The best part about The Siren was jumping in, thinking this was going to be a typical erotica book with some good sex-scenes and getting much more than what I bargained for. The writing in the book is amazing, the characters are people you start loving as soon as they open their mouths. Rooting for the relationships to happen, evolve, and survive becomes second-nature to the reader, and the complexity of all of the relationships in the book was a delight to read. The S&M aspects of the book are so well done and learning how big of a part religion plays in the storyline and why was just amazing. It was the perfect first book to set a saga that was going to keep giving me great things. Buy the book here.

At the end of The Siren, Zach has gone back to his wife and Nora has gone back to Søren, which all seems like a happy ending, right? However, in this book we’re introduced to Suzanne, a reporter who’s been tipped off that Søren, the priest of the Sacred Heart Catholic Church, has something to hide.

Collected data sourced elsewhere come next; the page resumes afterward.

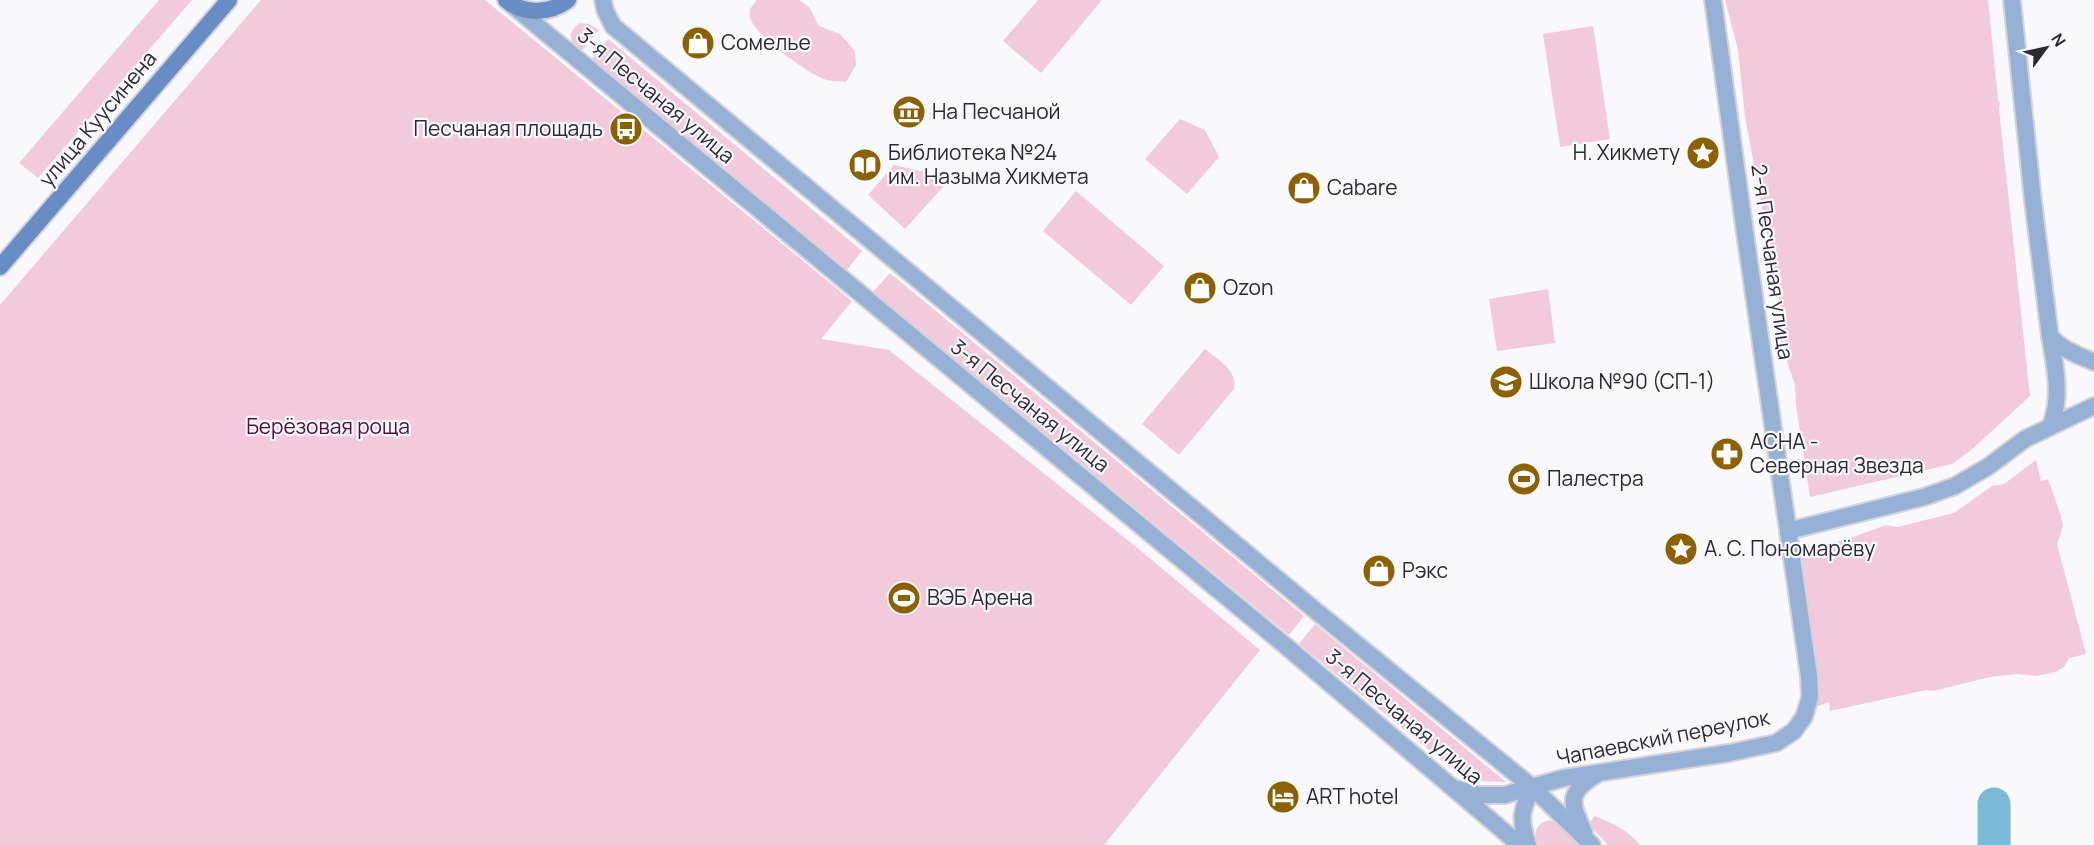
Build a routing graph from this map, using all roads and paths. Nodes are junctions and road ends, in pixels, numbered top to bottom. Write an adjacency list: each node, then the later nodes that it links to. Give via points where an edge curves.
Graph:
1 (229, 0): 7 (main road, улица Куусинена)
2 (568, 0): 6 (main road, via 555,9 543,11 526,10)
3 (603, 0): 14 (street, 3-я Песчаная улица, via 614,26)
4 (1713, 0): 12 (street, 2-я Песчаная улица)
5 (2012, 0): 8 (street)
6 (508, 2): 15 (street, 3-я Песчаная улица)
7 (0, 267)
8 (2050, 336): 9 (street, via 2067,351); 11 (street, via 2058,390)
9 (2094, 362)
10 (2094, 406): 11 (street)
11 (2051, 425): 12 (street, via 1955,486)
12 (1788, 531): 13 (street, Чапаевский переулок, via 1810,697 1804,717 1794,731 1776,743 1729,753)
13 (1601, 772): 14 (street, Чапаевский переулок); 16 (street, via 1583,783 1572,801)
14 (1532, 787): 15 (street, Чапаевский переулок, via 1505,795 1478,795); 16 (street, 3-я Песчаная улица); 18 (street, via 1522,810)
15 (1454, 788): 17 (street, 3-я Песчаная улица)
16 (1590, 843)
17 (1520, 845)
18 (1528, 845)

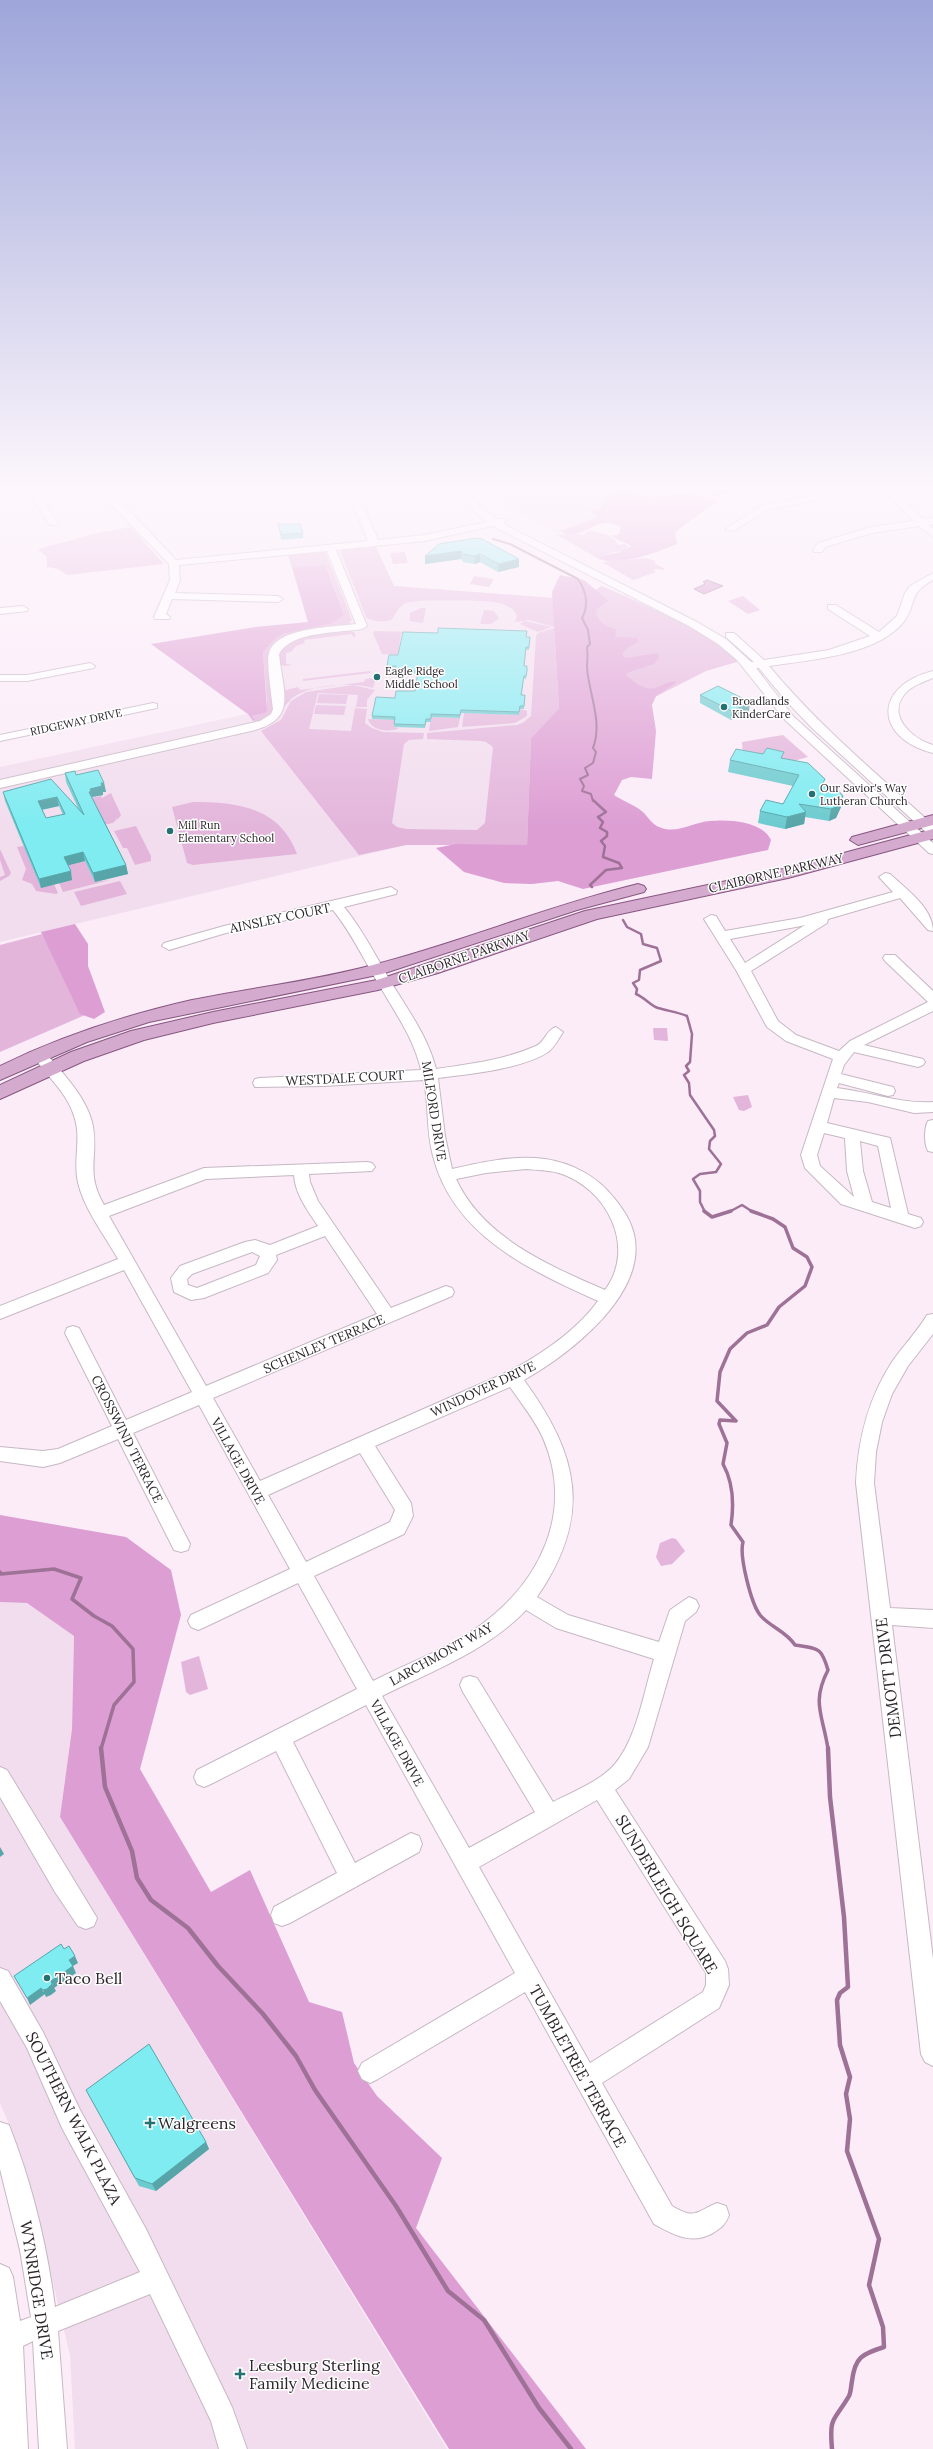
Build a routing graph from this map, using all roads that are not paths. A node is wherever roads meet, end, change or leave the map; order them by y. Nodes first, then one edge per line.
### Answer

In The Angel, Søren orders Nora away to spend fun times with Master Griffin, who we met briefly in The Siren, and Michael, the troubled teenage boy that loses his virginity to Nora in the previous book. The reporter starts fluttering around Søren, determined to expose him as something. While I, a Søren lover from book one, hated that Suzanne was so set on acting against my favorite character, her presence in the book gave us readers the opportunity to learn about Søren’s very perturbed past. Plus, it was the perfect excuse to put Michael and Griffin together, who become one of the most loved couples of the series. Søren, know-it-all that he is, was behind this but we only find out that he knew this would happen at the end of the book.

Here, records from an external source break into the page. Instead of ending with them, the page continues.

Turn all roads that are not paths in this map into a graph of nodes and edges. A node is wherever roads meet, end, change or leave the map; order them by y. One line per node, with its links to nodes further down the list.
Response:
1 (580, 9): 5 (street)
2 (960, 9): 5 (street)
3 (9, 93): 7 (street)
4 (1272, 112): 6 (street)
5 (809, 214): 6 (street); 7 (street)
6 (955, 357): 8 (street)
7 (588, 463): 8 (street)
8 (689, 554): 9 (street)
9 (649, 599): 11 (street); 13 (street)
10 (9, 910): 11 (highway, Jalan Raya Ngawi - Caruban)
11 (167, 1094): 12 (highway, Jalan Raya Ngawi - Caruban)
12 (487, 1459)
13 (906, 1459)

The writing in the book continues to be good, the dialogue continues to be on point, and the sex-scenes continue to be amazing. I loved getting to know more of Søren and how the Catholic Church continued to be a huge part of the series. We learn that Kingsley used to be Søren’s submissive lover when they were teenagers and that later on, Søren married Kingsley’s sister so that she could stay in the United States. (She and Søren never consummated their marriage and she killed herself after seeing Søren and Kingsley kissing.)  However, marrying her gave Søren access to his trust fund, a money he later on gave to Kingsley. In the end, it is also revealed that Søren was the person who tipped Suzanne, because he knew that if he was being investigated, the Church wouldn’t nominate him to become a bishop, something that would’ve made his relationship with Nora much harder. (God, I love how his mind works.) To my dismay, in the end of The Angel, Søren presents Nora with Wesley, because he’s an arrogant bastard who’s 100% sure that Nora will end up with him regardless of how much time she spends with Wesley or anyone else. Buy the book here.

Now this book… I remember when I first read this book, I gave it 4 stars on Goodreads, because I wasn’t a fan of reading about Nora being with Wesley. But I was a fool then, blinded by my love for Nora and Søren together. The truth is, in hindsight, this is probably the best book out of The Red Years part of the series. The writing is fucking superb and the way Tiffany decided to divide the chapters in South and North to tell Nora’s and Kingsley’s respective sides of the story was brilliant.

Nora is with Wesley, and, while I wasn’t a fan of them together, reading about Nora talk to Wesley about Søren gave me life, because it continued to prove that Søren and Nora’s love was amazing. Plus, it kind of kept Søren in the scene, even if he wasn’t there, something we also saw in book one. And then we have Kingsley, who used to be Søren’s lover when they met in school and his side of the story. Because of recent events that have threatened the safety of Kingsley’s and his loved ones, he and Søren take a trip back to their high school to find out some things about who might be behind the danger brewing. In this part of the story, we get to both re-live Kingsley and Søren’s past as lovers, as well as see where they stand in the present. Kingsley has been a scene-stealer since book one, so spending this much time with him in this book was amazing. The chemistry and history he and Søren share made this book the great thing that it is. And the writing… this book was an example that practice does makes perfect, because the writing in this book was too good to be true. Buy the book here.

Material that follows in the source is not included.